:: WORK REQUEST ::
Which of the lines below hold "nodes"? Please return each one.

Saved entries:
----------------------------------------

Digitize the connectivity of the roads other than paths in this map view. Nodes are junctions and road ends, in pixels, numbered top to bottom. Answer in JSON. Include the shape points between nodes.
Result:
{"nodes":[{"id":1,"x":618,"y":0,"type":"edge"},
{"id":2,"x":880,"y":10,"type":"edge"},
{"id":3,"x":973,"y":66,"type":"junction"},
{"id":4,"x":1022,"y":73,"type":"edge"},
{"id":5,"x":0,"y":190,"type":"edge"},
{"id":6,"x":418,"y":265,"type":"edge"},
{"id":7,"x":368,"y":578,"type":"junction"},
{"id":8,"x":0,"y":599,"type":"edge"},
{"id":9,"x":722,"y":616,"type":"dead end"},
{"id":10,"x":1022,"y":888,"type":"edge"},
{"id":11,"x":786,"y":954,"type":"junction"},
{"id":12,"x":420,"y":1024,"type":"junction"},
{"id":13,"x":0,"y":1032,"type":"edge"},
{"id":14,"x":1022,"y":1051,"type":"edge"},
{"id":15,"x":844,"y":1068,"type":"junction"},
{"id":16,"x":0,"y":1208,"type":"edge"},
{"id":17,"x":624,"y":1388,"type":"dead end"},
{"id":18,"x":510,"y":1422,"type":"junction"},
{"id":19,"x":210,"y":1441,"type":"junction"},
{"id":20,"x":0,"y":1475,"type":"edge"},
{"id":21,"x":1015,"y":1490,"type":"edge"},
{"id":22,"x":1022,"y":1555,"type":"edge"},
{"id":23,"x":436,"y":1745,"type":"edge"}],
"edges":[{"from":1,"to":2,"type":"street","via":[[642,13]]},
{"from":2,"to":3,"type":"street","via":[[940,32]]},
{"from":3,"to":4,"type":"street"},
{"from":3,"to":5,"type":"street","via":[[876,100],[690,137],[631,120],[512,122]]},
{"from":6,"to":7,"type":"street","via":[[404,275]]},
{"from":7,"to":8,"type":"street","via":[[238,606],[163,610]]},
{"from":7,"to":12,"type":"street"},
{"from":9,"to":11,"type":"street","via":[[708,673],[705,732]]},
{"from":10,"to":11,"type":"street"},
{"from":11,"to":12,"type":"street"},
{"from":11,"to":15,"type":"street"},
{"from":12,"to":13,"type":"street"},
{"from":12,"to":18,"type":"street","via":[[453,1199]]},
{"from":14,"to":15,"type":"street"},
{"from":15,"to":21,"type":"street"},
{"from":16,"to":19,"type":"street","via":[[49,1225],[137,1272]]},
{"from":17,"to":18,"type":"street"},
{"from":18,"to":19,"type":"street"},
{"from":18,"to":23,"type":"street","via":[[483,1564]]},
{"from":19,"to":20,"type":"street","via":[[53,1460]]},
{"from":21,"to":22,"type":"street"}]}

----------------------------------------

:: EXERCISE SOLUTION ::
Digitize the connectivity of the roads other than paths in this map view. Nodes are junctions and road ends, in pixels, numbered top to bottom. Answer in JSON. Include the shape points between nodes.
{"nodes":[{"id":1,"x":618,"y":0,"type":"edge"},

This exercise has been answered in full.